## DESCRIPTION OF THE TASK
The range starts at the line containing "Build a routing" and ends at the last line of the records below. Reproduce those lines exactly.
AVAILABLE DATA: Begin
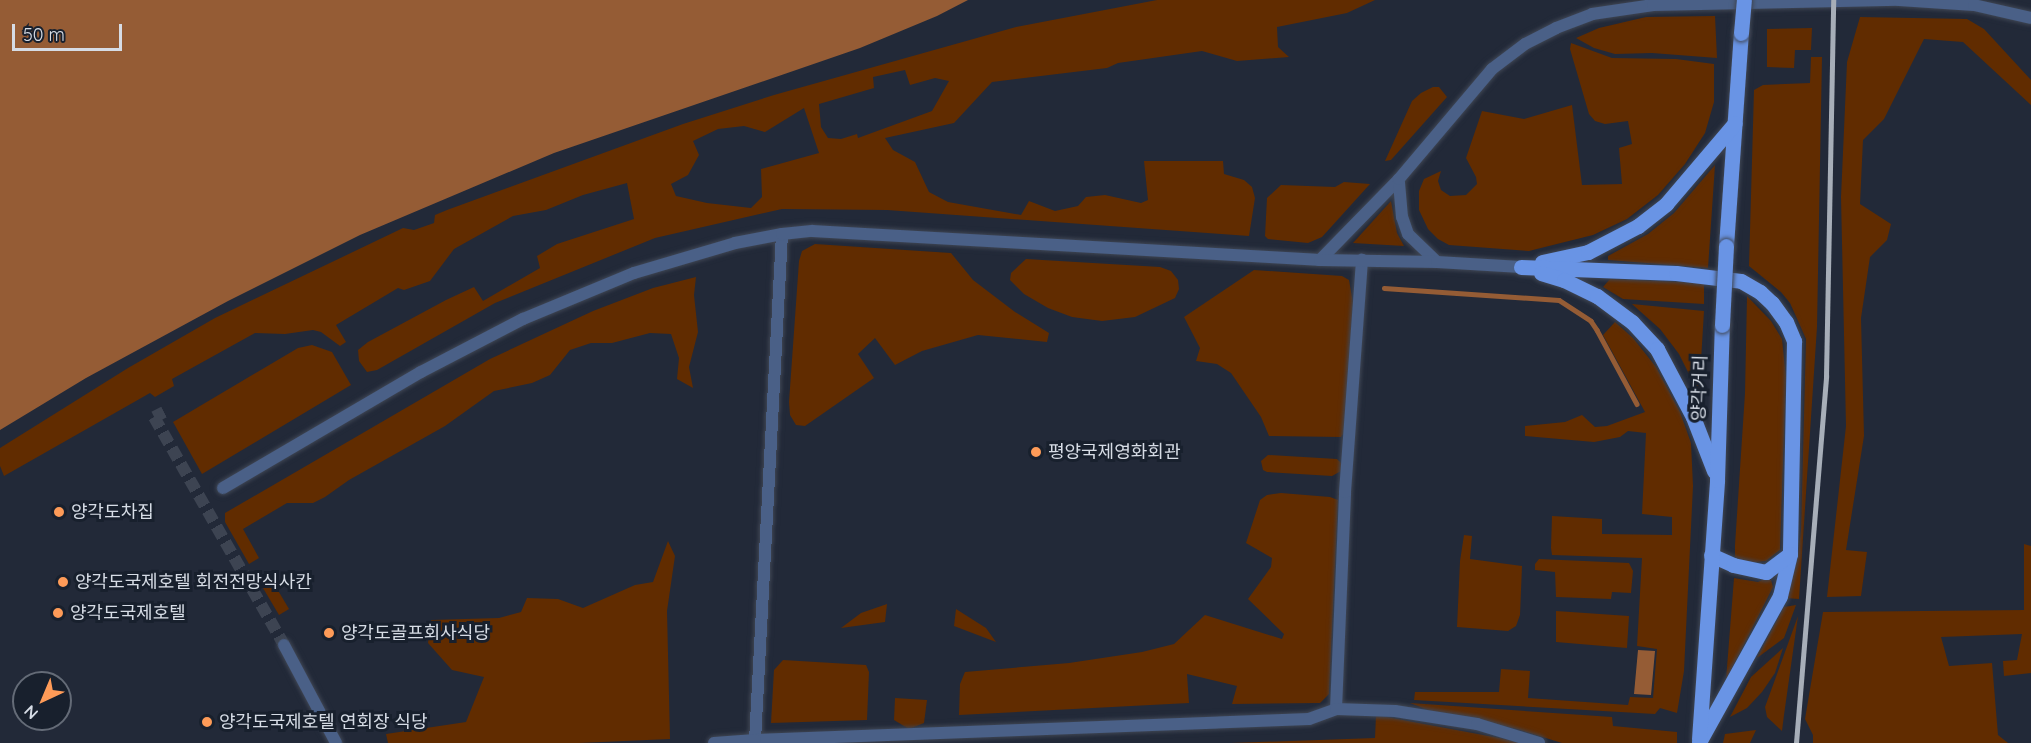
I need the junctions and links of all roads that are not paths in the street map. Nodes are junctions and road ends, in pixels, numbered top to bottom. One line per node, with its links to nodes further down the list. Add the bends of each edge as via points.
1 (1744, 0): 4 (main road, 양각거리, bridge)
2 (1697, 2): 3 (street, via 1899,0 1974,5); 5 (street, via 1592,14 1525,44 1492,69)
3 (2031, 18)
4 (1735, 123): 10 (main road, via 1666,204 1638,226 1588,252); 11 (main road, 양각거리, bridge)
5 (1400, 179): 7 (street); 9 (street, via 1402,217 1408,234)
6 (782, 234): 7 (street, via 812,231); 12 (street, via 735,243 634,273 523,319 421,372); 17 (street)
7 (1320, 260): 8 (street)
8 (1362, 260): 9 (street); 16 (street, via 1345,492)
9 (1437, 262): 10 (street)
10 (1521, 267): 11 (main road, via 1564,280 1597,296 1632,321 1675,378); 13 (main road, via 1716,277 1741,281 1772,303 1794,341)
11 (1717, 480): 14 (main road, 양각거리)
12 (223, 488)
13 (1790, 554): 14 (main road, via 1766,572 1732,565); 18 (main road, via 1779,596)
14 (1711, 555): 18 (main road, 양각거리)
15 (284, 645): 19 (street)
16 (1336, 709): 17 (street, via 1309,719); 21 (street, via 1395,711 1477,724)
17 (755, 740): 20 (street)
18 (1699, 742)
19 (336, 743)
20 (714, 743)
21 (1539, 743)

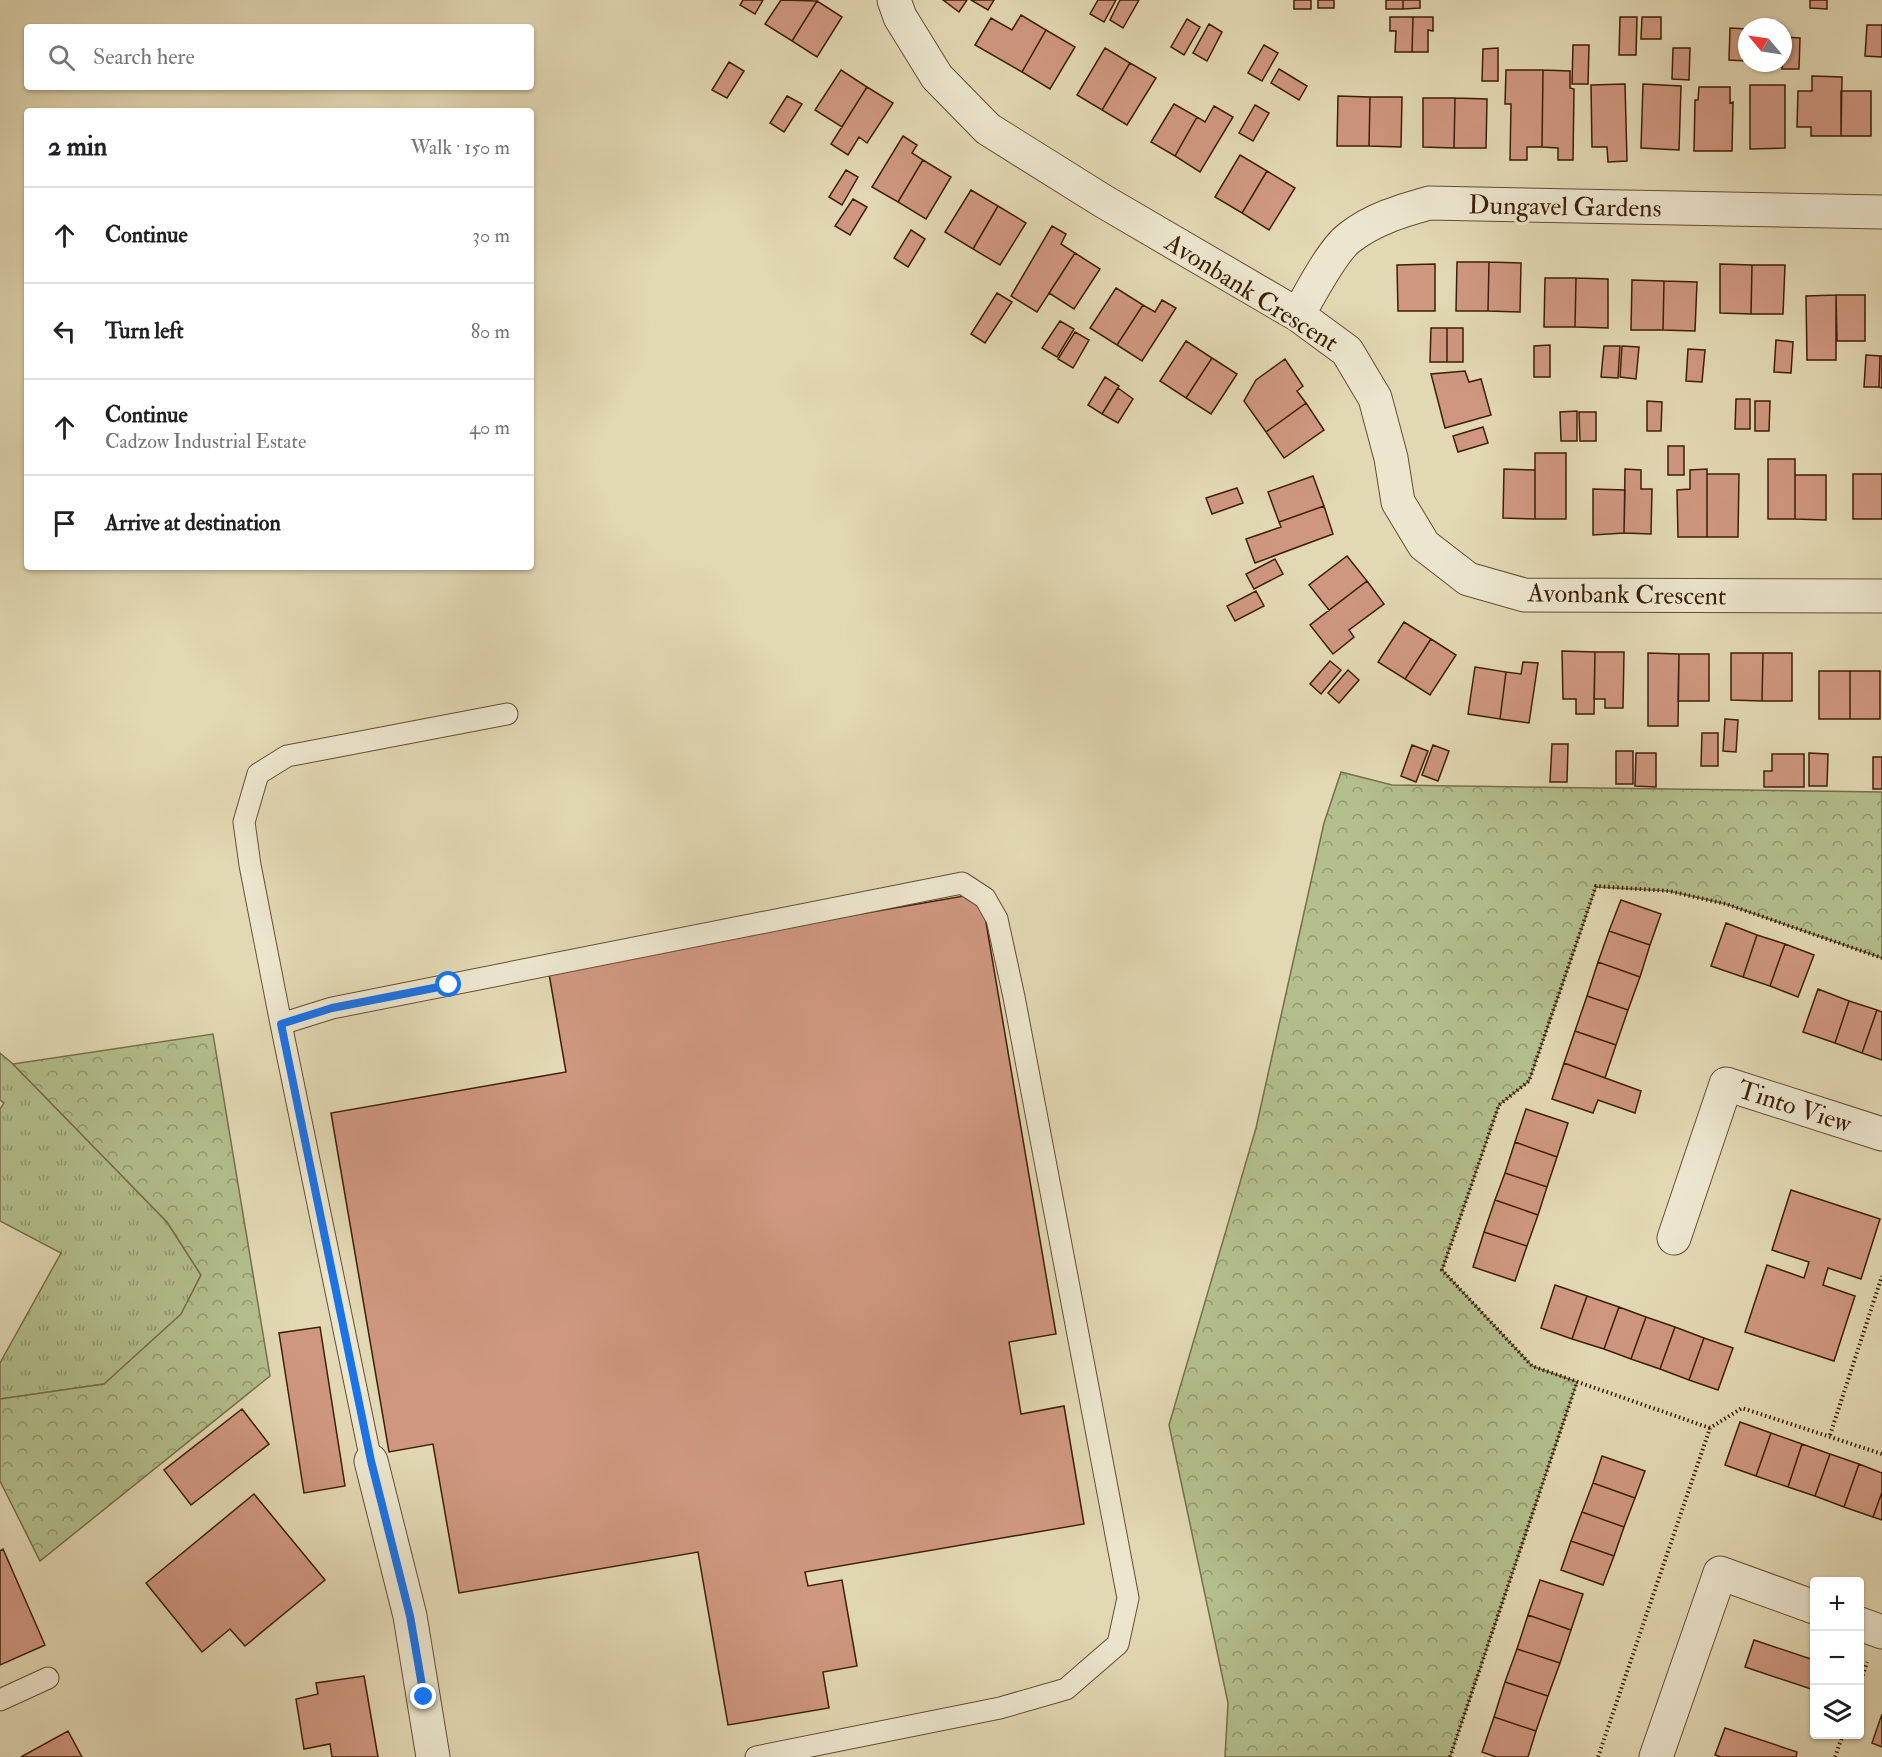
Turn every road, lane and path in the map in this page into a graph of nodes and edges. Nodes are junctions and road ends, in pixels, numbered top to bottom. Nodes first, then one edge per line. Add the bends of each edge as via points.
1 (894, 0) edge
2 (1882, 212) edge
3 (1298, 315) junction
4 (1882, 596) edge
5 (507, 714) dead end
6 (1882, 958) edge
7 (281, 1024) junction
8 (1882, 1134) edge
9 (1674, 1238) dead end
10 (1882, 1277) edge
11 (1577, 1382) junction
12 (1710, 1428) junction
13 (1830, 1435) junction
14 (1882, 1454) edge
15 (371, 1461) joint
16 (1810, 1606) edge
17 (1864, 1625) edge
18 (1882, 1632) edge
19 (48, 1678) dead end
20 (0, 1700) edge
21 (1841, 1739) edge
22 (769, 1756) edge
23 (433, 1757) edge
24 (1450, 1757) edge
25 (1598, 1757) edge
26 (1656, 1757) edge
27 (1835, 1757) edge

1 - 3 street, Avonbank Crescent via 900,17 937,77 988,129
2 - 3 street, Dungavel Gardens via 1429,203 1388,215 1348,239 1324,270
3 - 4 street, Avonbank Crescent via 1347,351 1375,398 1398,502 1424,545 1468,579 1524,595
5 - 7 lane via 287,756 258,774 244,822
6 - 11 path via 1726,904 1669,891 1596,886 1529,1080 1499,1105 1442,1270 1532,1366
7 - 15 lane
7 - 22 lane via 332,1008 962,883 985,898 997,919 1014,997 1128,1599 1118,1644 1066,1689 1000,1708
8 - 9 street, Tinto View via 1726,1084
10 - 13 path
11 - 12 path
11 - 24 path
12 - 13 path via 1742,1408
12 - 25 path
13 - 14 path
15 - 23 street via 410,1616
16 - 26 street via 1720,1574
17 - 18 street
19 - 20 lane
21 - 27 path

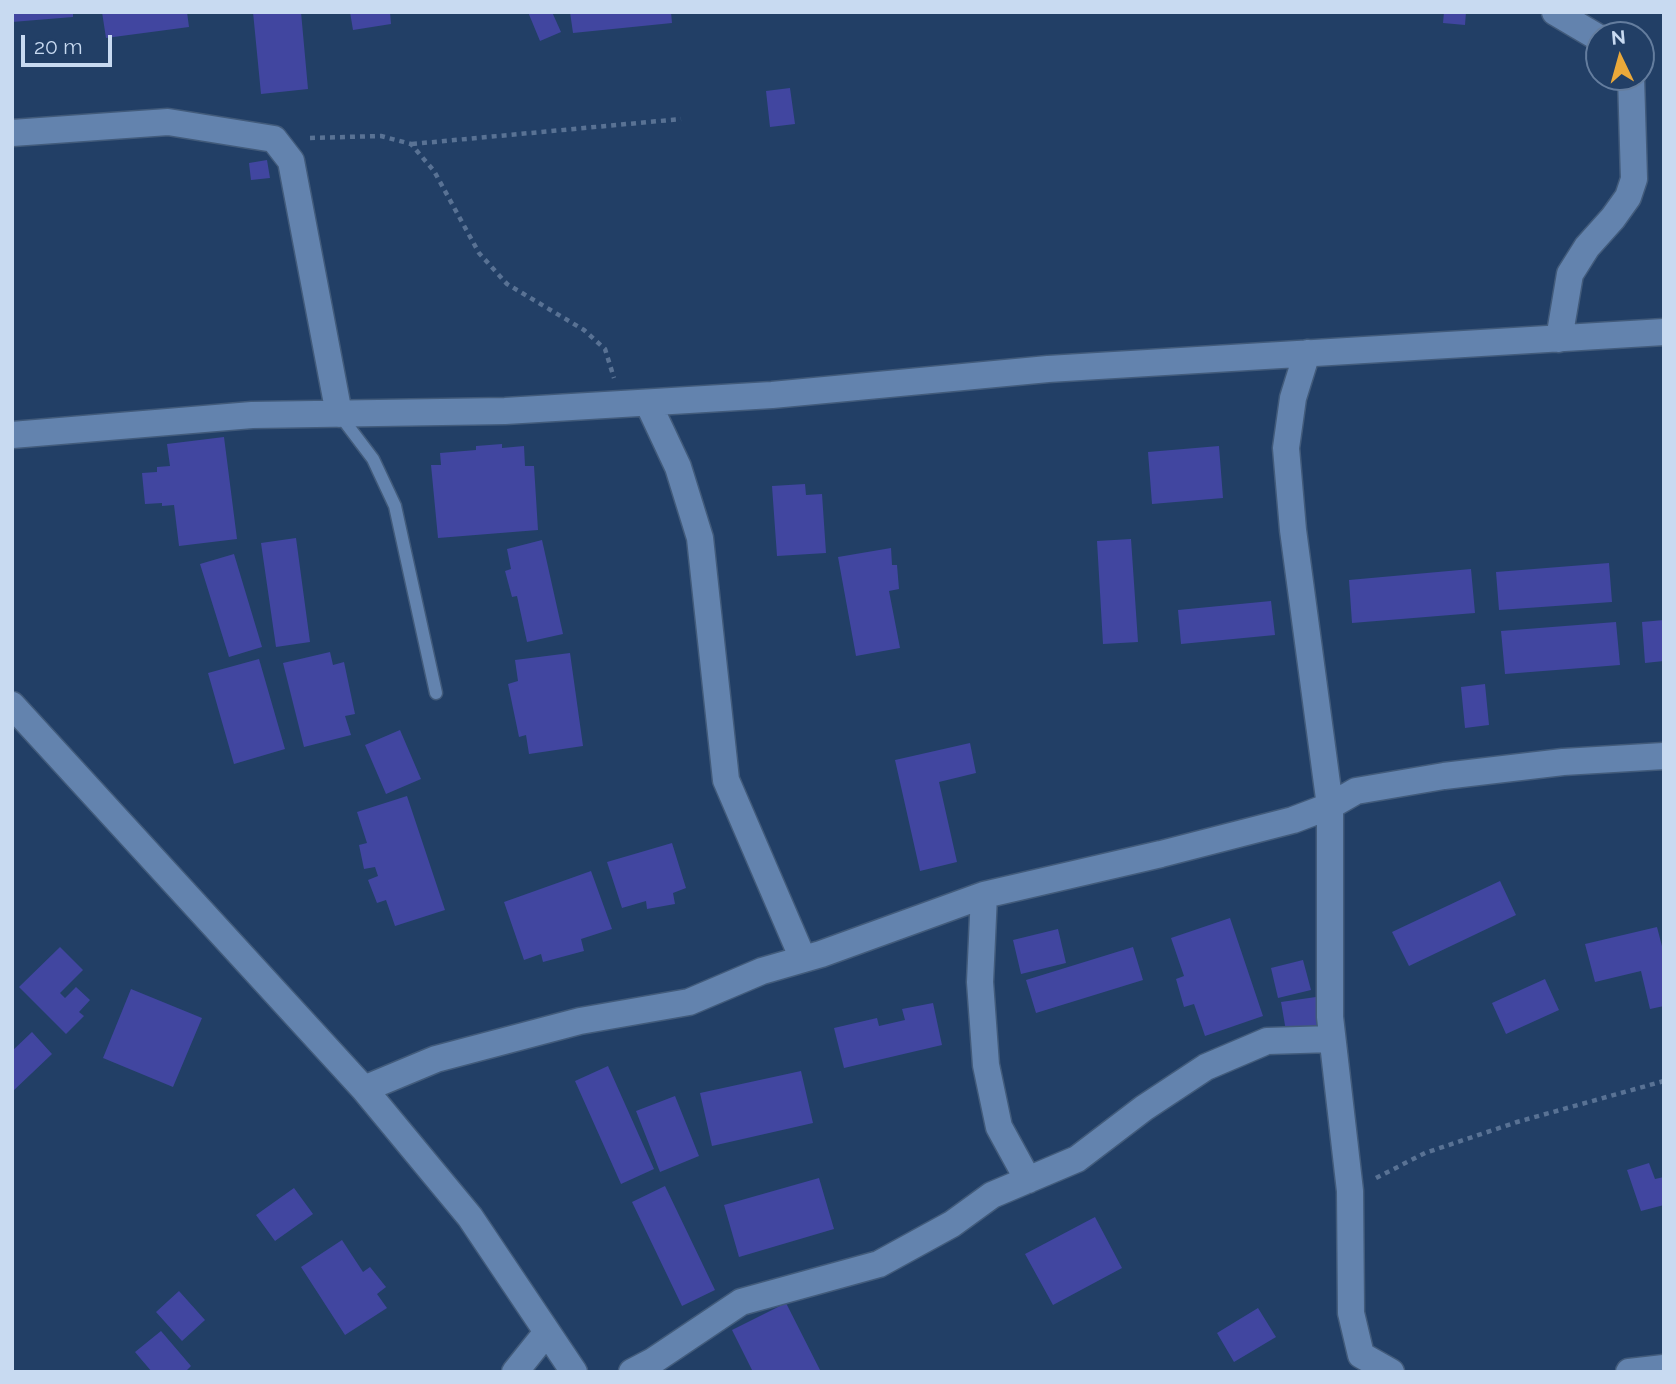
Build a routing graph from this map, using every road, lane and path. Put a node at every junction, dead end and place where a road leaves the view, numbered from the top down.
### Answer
AVAILABLE DATA: End
## SOLVED EXERCISE
Build a routing graph from this map, using every road, lane and path. Put a node at every junction, dead end and place where a road leaves the view, numbered from the top down.
### Answer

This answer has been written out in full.